Si on connaît la Virginia Woolf romancière, essayiste et éditrice, son parcours de journaliste reste méconnu. Elle fut pourtant une digne représentante de la profession, dès 1904, à en croire la profusion de ses excellentes collaborations littéraires dans les journaux de l’époque et la modernité de ses articles les plus politiques, engagés en faveur du féminisme et du pacifisme.

L’édition Gallimard du « Hye Park Gate News ». Gallimard
L’édition Gallimard du « Hye Park Gate News ». Gallimard

À l’âge de 9 ans, Virginia Woolf écrit ses premiers articles pour le journal qu’elle a créé en 1891 avec sa sœur aînée, Vanessa. Le titre de l’en-tête du journal est Hyde Park Gate News, inspiré du nom de la rue où elles vivent, située dans le quartier chic de Kensington. Elles y écrivent de brèves chroniques manuscrites de la vie quotidienne, des devinettes, des histoires de famille et d’amis mais aussi des feuilletons, des fausses correspondances. Dans le premier numéro, elles présentent des caricatures de leurs frères et des anecdotes personnelles, parfois chargées de connotations satiriques. Cette aventure journalistique dure quatre ans. La famille Stephen a un autre journal rival : The Talland Gazette, édité par leur frère Adrian.

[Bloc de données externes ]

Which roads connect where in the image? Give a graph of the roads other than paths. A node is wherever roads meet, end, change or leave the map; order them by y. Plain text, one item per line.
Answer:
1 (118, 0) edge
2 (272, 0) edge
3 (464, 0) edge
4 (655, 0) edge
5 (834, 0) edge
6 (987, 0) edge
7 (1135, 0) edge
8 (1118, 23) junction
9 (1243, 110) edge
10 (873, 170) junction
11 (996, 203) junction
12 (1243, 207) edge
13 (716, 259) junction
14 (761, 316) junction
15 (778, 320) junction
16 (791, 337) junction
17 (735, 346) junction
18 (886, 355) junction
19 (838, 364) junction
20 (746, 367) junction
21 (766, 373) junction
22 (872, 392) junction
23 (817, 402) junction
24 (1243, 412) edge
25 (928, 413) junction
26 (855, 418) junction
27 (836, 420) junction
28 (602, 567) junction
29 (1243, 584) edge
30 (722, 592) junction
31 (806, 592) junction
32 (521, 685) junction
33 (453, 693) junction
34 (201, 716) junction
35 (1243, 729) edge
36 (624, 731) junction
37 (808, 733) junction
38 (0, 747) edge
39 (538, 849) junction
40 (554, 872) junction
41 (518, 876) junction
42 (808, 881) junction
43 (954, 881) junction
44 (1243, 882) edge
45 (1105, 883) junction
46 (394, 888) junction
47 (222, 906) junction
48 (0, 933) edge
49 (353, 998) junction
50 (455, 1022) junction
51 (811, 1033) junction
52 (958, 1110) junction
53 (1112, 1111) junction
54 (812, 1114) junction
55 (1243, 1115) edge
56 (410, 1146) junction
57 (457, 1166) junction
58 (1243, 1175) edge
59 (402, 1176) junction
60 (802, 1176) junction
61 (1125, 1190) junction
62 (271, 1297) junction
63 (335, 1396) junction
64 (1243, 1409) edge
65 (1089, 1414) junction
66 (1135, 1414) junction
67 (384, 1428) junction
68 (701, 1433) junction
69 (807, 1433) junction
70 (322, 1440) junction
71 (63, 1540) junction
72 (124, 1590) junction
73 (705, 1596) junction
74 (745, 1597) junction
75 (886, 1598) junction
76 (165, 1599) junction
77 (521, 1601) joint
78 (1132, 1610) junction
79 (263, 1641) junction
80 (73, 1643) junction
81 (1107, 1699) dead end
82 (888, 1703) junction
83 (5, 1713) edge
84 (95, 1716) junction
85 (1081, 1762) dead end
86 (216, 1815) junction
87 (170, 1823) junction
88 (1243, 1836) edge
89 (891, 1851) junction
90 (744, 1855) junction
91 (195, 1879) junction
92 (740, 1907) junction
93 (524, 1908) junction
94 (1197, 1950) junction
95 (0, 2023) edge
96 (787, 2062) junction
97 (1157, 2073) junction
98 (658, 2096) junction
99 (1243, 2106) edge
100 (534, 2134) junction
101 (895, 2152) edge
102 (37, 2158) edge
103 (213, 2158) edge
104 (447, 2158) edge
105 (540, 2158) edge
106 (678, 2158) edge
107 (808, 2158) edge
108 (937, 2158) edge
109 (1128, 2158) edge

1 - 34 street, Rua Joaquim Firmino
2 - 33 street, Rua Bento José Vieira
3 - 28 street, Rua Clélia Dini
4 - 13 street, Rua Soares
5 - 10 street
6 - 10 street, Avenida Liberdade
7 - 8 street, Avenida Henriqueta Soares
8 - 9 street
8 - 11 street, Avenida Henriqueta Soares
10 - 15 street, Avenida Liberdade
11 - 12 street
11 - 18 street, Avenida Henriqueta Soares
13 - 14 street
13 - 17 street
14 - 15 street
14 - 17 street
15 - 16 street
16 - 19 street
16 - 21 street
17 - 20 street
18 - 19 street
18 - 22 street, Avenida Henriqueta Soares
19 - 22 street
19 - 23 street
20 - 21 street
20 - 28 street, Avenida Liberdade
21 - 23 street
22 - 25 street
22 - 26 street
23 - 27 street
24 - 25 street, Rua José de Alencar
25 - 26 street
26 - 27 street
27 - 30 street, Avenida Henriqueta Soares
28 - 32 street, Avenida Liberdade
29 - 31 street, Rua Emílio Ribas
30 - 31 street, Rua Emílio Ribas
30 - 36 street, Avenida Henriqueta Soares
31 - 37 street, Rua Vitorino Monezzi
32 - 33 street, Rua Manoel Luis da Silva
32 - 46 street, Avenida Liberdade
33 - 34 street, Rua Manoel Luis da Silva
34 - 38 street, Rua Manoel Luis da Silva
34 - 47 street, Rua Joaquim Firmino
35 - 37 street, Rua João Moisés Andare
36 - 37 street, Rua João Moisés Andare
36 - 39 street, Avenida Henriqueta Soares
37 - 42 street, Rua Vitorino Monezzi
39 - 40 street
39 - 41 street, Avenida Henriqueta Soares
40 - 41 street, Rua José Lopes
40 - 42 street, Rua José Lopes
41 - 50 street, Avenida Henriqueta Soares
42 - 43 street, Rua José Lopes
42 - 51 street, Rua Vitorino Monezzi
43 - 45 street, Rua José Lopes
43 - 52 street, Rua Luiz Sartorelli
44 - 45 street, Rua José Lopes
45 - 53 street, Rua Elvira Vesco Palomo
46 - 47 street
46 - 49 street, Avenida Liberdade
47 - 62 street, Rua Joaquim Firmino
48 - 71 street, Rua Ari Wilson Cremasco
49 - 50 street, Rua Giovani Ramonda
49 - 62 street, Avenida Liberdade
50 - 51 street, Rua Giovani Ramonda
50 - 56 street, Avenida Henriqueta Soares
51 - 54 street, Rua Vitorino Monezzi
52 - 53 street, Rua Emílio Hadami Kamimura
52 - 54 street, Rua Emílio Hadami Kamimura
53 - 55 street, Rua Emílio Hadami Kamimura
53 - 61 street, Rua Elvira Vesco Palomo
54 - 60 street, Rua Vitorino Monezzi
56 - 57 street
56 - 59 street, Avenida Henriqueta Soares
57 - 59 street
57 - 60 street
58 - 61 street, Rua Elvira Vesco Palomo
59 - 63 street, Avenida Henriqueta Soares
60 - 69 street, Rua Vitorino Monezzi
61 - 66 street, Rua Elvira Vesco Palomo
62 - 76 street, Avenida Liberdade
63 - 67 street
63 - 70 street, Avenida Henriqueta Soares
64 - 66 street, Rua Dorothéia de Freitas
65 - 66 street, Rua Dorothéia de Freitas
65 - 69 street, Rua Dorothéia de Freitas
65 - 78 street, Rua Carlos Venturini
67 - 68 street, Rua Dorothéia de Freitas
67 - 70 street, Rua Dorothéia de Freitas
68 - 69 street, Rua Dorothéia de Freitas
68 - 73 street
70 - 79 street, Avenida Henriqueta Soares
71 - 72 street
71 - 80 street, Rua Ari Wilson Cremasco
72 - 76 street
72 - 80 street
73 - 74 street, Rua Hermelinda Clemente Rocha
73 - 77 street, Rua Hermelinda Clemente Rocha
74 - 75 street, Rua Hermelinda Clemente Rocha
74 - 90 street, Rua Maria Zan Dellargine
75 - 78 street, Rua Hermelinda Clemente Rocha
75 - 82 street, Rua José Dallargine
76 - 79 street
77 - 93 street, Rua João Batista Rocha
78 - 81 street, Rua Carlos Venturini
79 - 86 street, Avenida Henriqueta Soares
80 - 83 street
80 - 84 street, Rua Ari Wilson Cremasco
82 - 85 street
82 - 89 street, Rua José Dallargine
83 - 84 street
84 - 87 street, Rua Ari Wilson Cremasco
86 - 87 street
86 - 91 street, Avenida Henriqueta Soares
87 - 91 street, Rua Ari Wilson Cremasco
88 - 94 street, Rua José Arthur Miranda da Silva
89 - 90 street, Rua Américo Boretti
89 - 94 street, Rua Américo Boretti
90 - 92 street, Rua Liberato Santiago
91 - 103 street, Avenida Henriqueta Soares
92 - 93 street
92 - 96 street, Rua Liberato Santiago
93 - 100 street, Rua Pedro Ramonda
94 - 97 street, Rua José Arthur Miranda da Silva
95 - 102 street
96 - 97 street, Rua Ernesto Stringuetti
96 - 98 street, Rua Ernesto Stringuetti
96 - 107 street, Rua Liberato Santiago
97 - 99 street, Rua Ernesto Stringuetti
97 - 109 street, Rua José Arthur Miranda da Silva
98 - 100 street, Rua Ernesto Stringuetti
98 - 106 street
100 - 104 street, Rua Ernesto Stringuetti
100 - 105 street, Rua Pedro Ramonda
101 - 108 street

Virginia Woolf et sa sœur Vanessa jouant au cricket, en 1894. Wikimedia
Virginia Woolf et sa sœur Vanessa jouant au cricket, en 1894. Wikimedia

La presse fait partie de l’univers familial. Son père, Sir Leslie Stephen, est journaliste et écrivain. La petite Virginia, suivant les traces de la tradition paternelle, manifeste dès son enfance un penchant précoce pour l’écriture et l’inventivité. Elle se construit autour d’un amour inconditionnel à la lecture et à l’écriture. En 1904, elle note dans son journal : « Je ne peux pas m’empêcher d’écrire ». Cette année-là, le journalisme devient son premier métier.

Transformer toute expérience en mots

Virginia Woolf possède l’art de transformer toute expérience en mots. Autodidacte, elle n’est jamais allée à l’école ni à l’université. Lectrice vorace, c’est dans la fabuleuse bibliothèque familiale qu’elle découvre les classiques et la grande littérature. Elle fait ses premiers pas dans l’écriture professionnelle grâce au journalisme. Woolf débute dans le métier en 1904, bien avant de devenir écrivaine et publier son premier roman La Traversée des apparences (1915), à l’âge de 33 ans.

Avec un grand talent, Virginia Woolf rédige d’innombrables critiques littéraires et essais journalistiques tout au long de sa vie. Elle publie de nombreux articles dans divers médias – tant en Angleterre qu’aux États-Unis – principalement dans le Guardian, le Times Literary Supplement, Nation & Athenaeum, Criterion, Academy and Literature, Atlantic Monthly, la Saturday Review of Literature, le New York Evening Post, le New Republic et dans la presse populaire féminine avec Good Housekeeping et Vogue, entre autres.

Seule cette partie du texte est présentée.